HAMILTON -- Republican gubernatorial nominee Chris Christie said he doesn’t know for sure whether any of President Obama’s luster will rub off on embattled Gov. Jon Corzine when he visits in support of him later this month, but he doubts it.
“I firmly do believe that it’s not a race about President Obama. I think it’s a race about Jon Corzine and his record, and me and my vision for what the future would be,” said Christie. “I don’t think New Jerseyans are going to decide how to vote based upon who comes and visits.”
Obama, who remains popular in New Jersey, is set to campiagn with Corzine on July 16 at Rutgers University.
PolitickerNJ.com serendipitously ran into Christie at Panera Bread on Route 130 in Hamilton, where he was lunching with his security consultant, former State Police Major Al DelVento, in between campaign stops in Trenton and Hamilton.
In a three minute interview, Christie answered two other questions before hitting the Turnpike: one on state Supreme Court Justice Barry Albin’s confirmation to tenure until mandatory retirement at age 70, and one on a poll that showed public support for Governor Corzine’s budget.
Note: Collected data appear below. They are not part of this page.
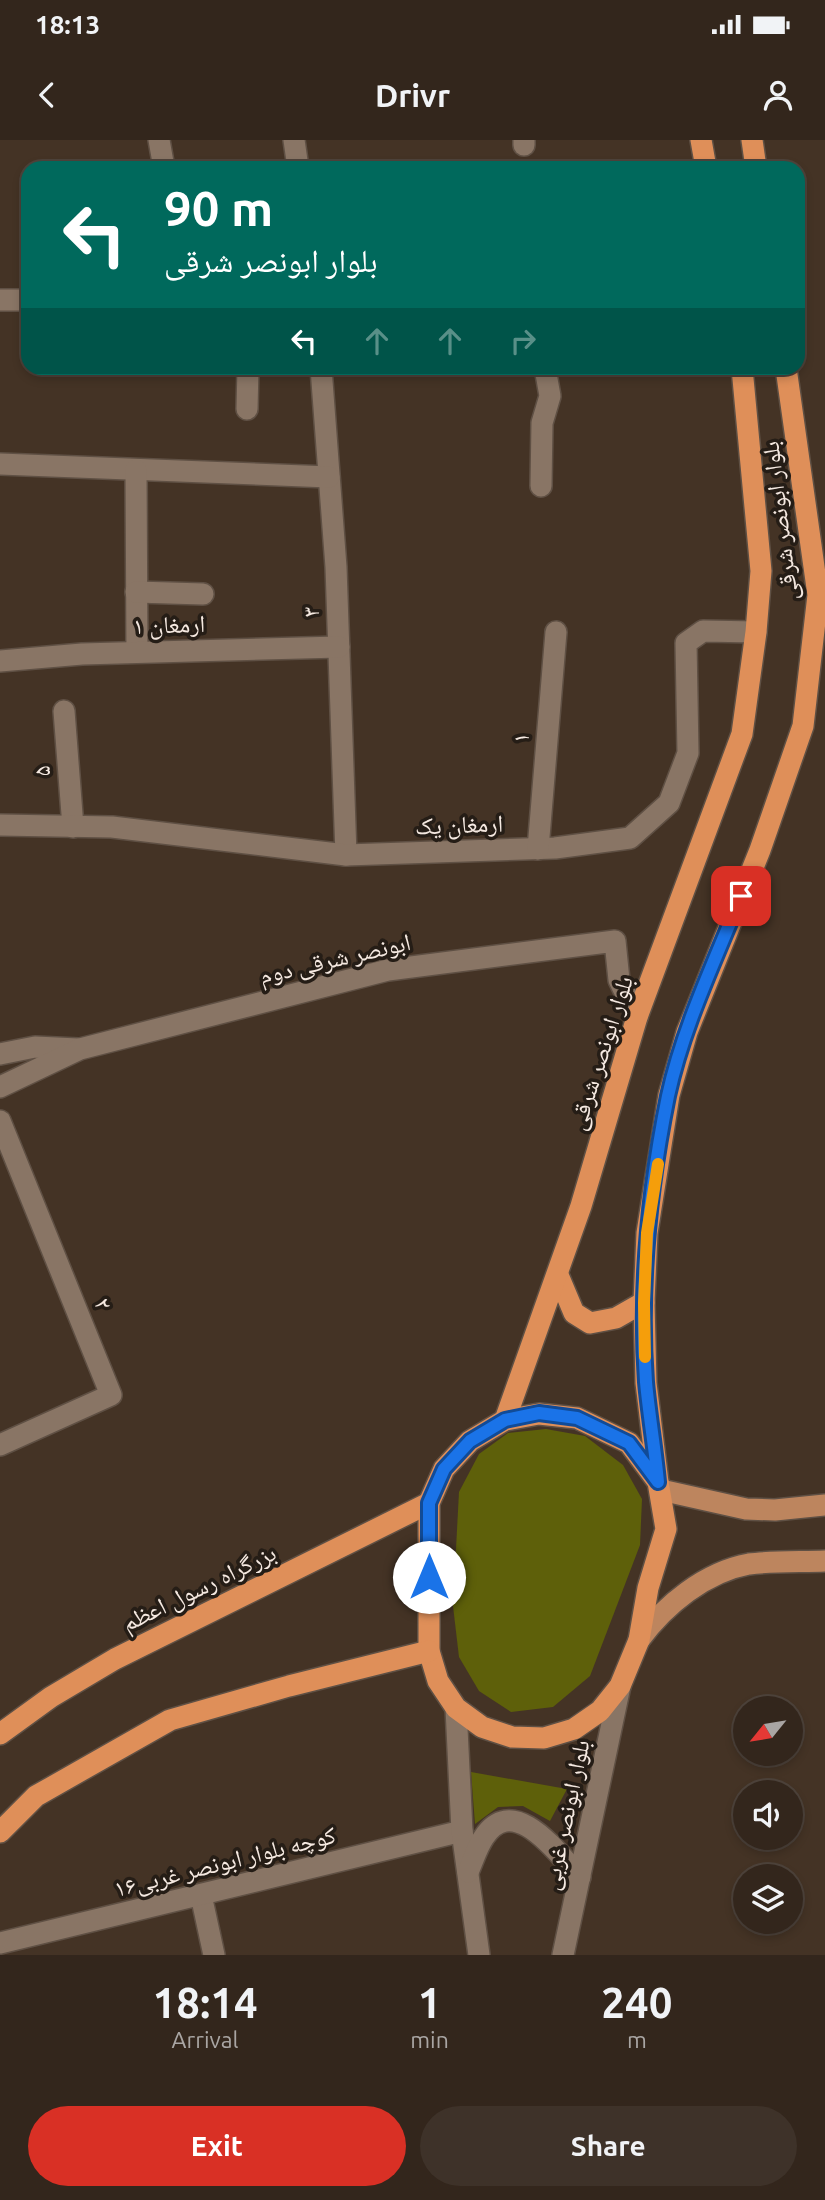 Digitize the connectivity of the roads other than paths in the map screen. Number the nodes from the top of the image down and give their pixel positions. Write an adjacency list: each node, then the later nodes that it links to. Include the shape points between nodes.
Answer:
1 (159, 140): 5 (street)
2 (294, 140): 6 (street)
3 (701, 140): 7 (highway)
4 (752, 140): 8 (highway)
5 (163, 161)
6 (297, 161)
7 (705, 161)
8 (755, 161)
9 (0, 300): 10 (street)
10 (21, 300)
11 (248, 375): 16 (street)
12 (322, 375): 19 (street, ۳)
13 (546, 375): 20 (street, via 550,396 542,423)
14 (743, 375): 24 (highway, بلوار ابونصر شرقی, via 761,571)
15 (787, 375): 39 (highway, بلوار ابونصر شرقی, via 818,595 803,726 687,1032 669,1095 647,1233)
16 (247, 409)
17 (0, 464): 18 (street)
18 (136, 470): 19 (street); 21 (street)
19 (329, 477): 25 (street, ۳)
20 (541, 486)
21 (136, 592): 22 (street); 26 (street)
22 (203, 594)
23 (556, 632): 31 (street, ۱)
24 (756, 632): 31 (street, ارمغان یک, via 703,631 686,643 688,753 669,803 630,838); 33 (highway, بلوار ابونصر شرقی, via 742,734)
25 (339, 647): 26 (street, ارمغان ۱); 32 (street, ۳)
26 (136, 652): 27 (street, ارمغان ۱)
27 (0, 661)
28 (64, 711): 30 (street, ۵)
29 (0, 825): 30 (street, ارمغان یک)
30 (73, 827): 32 (street, ارمغان یک, via 111,827)
31 (538, 849): 32 (street, ارمغان یک)
32 (346, 855)
33 (637, 1017): 34 (street, ابونصر شرقی دوم, via 619,980 615,942 388,970); 38 (highway, بلوار ابونصر شرقی)
34 (80, 1049): 35 (street, via 35,1047); 36 (street, ابونصر شرقی دوم)
35 (0, 1054)
36 (0, 1087)
37 (0, 1121): 41 (street, ۲, via 111,1395)
38 (558, 1275): 39 (highway, via 574,1313 590,1323 616,1318); 40 (highway, بلوار ابونصر شرقی)
39 (644, 1303): 42 (highway, بلوار ابونصر شرقی, via 646,1383)
40 (505, 1420): 42 (highway, via 539,1413 577,1418 629,1443); 43 (highway, via 470,1441 444,1469)
41 (0, 1445)
42 (660, 1486): 44 (main road, via 746,1509); 46 (highway, بلوار ابونصر شرقی, via 666,1529 648,1588)
43 (429, 1503): 47 (highway); 50 (highway, بزرگراه رسول اعظم, via 115,1660 51,1697)
44 (825, 1506)
45 (825, 1561): 46 (main road, via 731,1569 697,1586 666,1610)
46 (639, 1640): 48 (highway, بلوار ابونصر شرقی)
47 (429, 1651): 49 (highway, via 438,1681); 52 (highway, via 170,1720 37,1796)
48 (620, 1686): 49 (highway, بلوار ابونصر شرقی, via 600,1711 574,1729 544,1738 512,1737 482,1727); 54 (street, بلوار ابونصر غربی)
49 (456, 1708): 51 (street)
50 (0, 1734)
51 (462, 1831): 53 (street); 55 (street, کوچه بلوار ابونصر غربی۱۶)
52 (0, 1832)
53 (468, 1872): 54 (street, via 485,1835 501,1822 521,1822 538,1832); 58 (street)
54 (580, 1877): 59 (street, بلوار ابونصر غربی)
55 (201, 1895): 56 (street, کوچه بلوار ابونصر غربی۱۶); 57 (street)
56 (0, 1944)
57 (214, 1955)
58 (479, 1955)
59 (563, 1955) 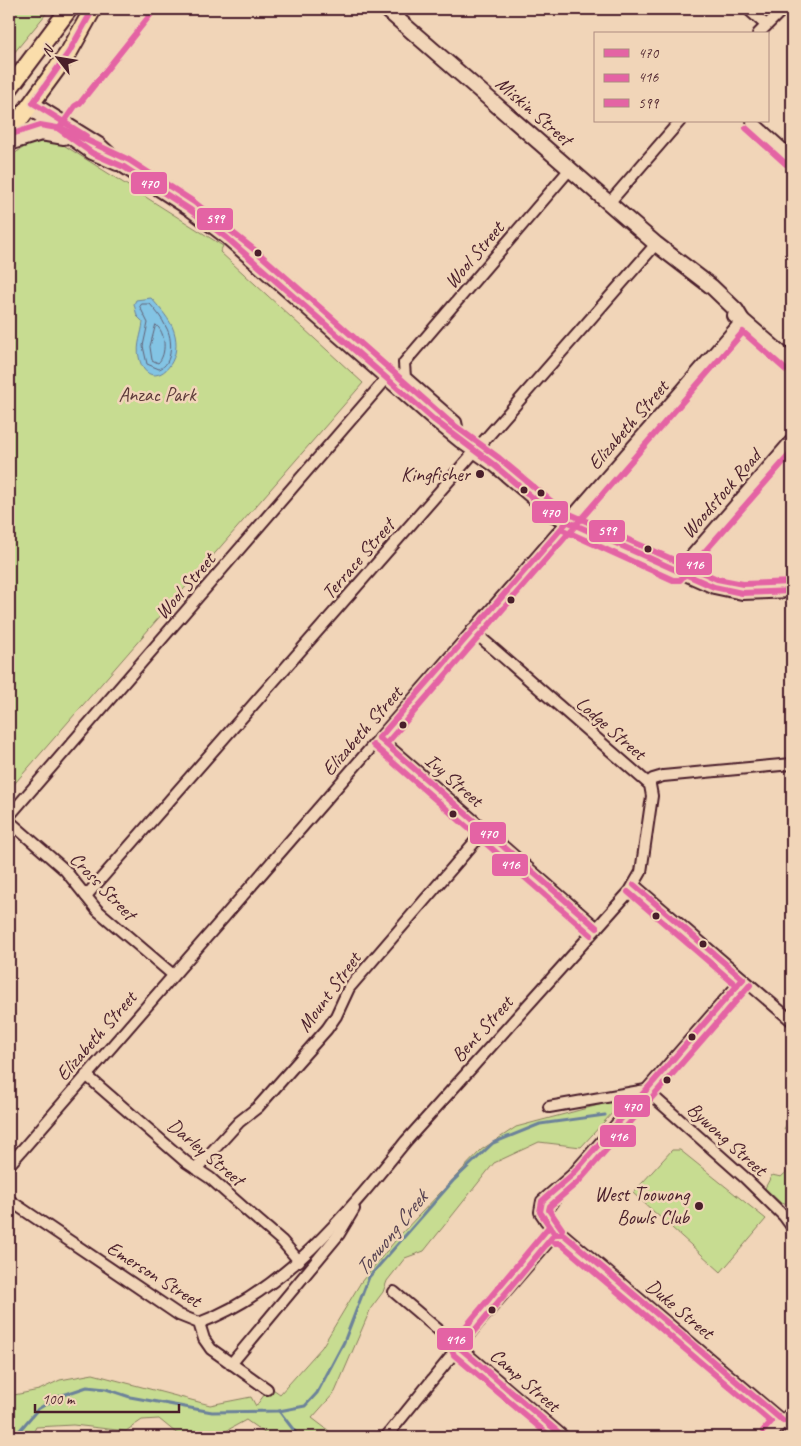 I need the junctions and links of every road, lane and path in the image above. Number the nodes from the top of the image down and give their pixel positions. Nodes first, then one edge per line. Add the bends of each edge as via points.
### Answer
1 (69, 9) edge
2 (82, 9) edge
3 (93, 9) edge
4 (386, 9) edge
5 (748, 9) edge
6 (783, 9) edge
7 (766, 24) junction
8 (760, 32) edge
9 (9, 89) edge
10 (34, 101) junction
11 (679, 122) edge
12 (753, 122) edge
13 (61, 126) junction
14 (9, 134) edge
15 (76, 143) junction
16 (9, 144) edge
17 (792, 157) edge
18 (124, 167) junction
19 (570, 169) junction
20 (609, 203) junction
21 (656, 244) junction
22 (742, 320) junction
23 (792, 363) edge
24 (387, 378) junction
25 (792, 439) edge
26 (460, 441) junction
27 (475, 452) junction
28 (566, 522) junction
29 (677, 572) junction
30 (792, 591) edge
31 (472, 630) junction
32 (379, 738) junction
33 (792, 764) edge
34 (648, 783) junction
35 (9, 816) edge
36 (9, 821) edge
37 (485, 830) junction
38 (634, 885) junction
39 (86, 896) junction
40 (597, 928) junction
41 (172, 974) junction
42 (742, 979) junction
43 (792, 1021) edge
44 (86, 1075) junction
45 (646, 1090) junction
46 (549, 1107) dead end
47 (9, 1165) edge
48 (196, 1169) junction
49 (9, 1200) edge
50 (359, 1200) junction
51 (788, 1217) edge
52 (792, 1227) edge
53 (555, 1234) junction
54 (300, 1261) junction
55 (394, 1292) dead end
56 (199, 1323) junction
57 (460, 1348) junction
58 (230, 1364) junction
59 (267, 1389) dead end
60 (792, 1411) edge
61 (783, 1421) junction
62 (792, 1429) edge
63 (386, 1437) edge
64 (564, 1437) edge
65 (770, 1437) edge

1 - 9 highway
2 - 10 highway
3 - 10 highway via 69,52
4 - 19 main road, Miskin Street
5 - 7 street
6 - 7 street
7 - 8 street
10 - 13 street via 32,113
10 - 14 highway
11 - 20 street
12 - 17 street
13 - 15 street
13 - 18 street via 99,144
15 - 16 street via 57,135 41,134
15 - 18 street
18 - 24 street via 227,238
19 - 20 main road, Miskin Street
19 - 26 street, Wool Street via 404,364 405,378 456,422
20 - 21 main road, Miskin Street
21 - 22 main road, Miskin Street via 712,287
21 - 27 street, Terrace Street
22 - 23 main road, Miskin Street
22 - 28 street, Elizabeth Street
24 - 26 street
24 - 35 street, Wool Street
25 - 29 street, Woodstock Road
26 - 27 street
27 - 28 street via 546,510
27 - 39 street, Terrace Street
28 - 29 street
28 - 31 street, Elizabeth Street
29 - 30 street via 734,593
31 - 32 street, Elizabeth Street
31 - 34 street, Lodge Street
32 - 37 street, Ivy Street
32 - 41 street, Elizabeth Street
33 - 34 street via 663,776
34 - 38 street, Lodge Street via 652,801 642,867
36 - 39 street, Cross Street via 65,870
37 - 40 street, Ivy Street
37 - 48 street, Mount Street via 349,988 331,1024 258,1107
38 - 40 street, Bent Street
38 - 42 street
39 - 41 street, Cross Street
40 - 50 street, Bent Street via 406,1140
41 - 44 street, Elizabeth Street
42 - 43 street
42 - 45 street
44 - 47 street, Elizabeth Street
44 - 48 street, Darley Street
45 - 46 street
45 - 51 street, Bywong Street
45 - 53 street, Duke Street via 572,1175 547,1211 545,1220
48 - 54 street, Darley Street via 282,1240
49 - 56 street, Emerson Street via 179,1315
50 - 54 street, Bent Street
50 - 58 street, Bent Street via 339,1234
51 - 52 street, Bywong Street
53 - 57 street
53 - 61 street, Duke Street via 563,1234
54 - 56 street, Bent Street via 223,1313
55 - 57 street, Camp Street
56 - 58 street, Emerson Street via 208,1346
57 - 63 street
57 - 64 street, Camp Street
58 - 59 street, Emerson Street
60 - 61 street
61 - 62 street, Duke Street
61 - 65 street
Albin’s renomination was supposed to be a political flashpoint for Republicans, who wanted to hold him up as the poster boy of an “activist” court. It didn’t exactly turn out that way, however, and Albin was given tenure on the court after contending with toned down – if not complacent – opposition. Even some key Republicans like state Sen. Christopher “Kip” Bateman (R-Branchburg) and Senate Minority Leader Tom Kean, Jr. ultimately voted to confirm him.
“He wouldn’t have been my choice, but he’s confirmed now. He’s got lifetime tenure,” said Christie. “So I hope he continues to be a productive member of the court, but he wouldn’t have been the kind of judge I would have picked.”
When asked if he would have reappointed Albin if he was governor, Christie dismissed the question as “speculative.”
On the budget, a Fairleigh Dickinson University PublicMind poll released yesterday showed 56% of respondents backing elimination of property tax rebates for everyone but families making under $75,000, seniors and the disabled, while 66% favored new taxes on liquor and wine to balance the state budget. That isn’t welcome news for Christie, who has often hit Gov. Corzine for promising increased rebates in 2005 but cutting them today.
Christie, however, said “I believe what I believe.”
“I don’t craft my positions according to the polls. So I guess we’ll see whether the automated FDU poll was right, or whether it’s the sense I get from talking to people is that they’re not happy with what the governor has done from a budgetary perspective over the course of four years, or from a tax perspective,” said Christie (the FDU poll was conducted by live operators using a computer assisted telephone interviewing system).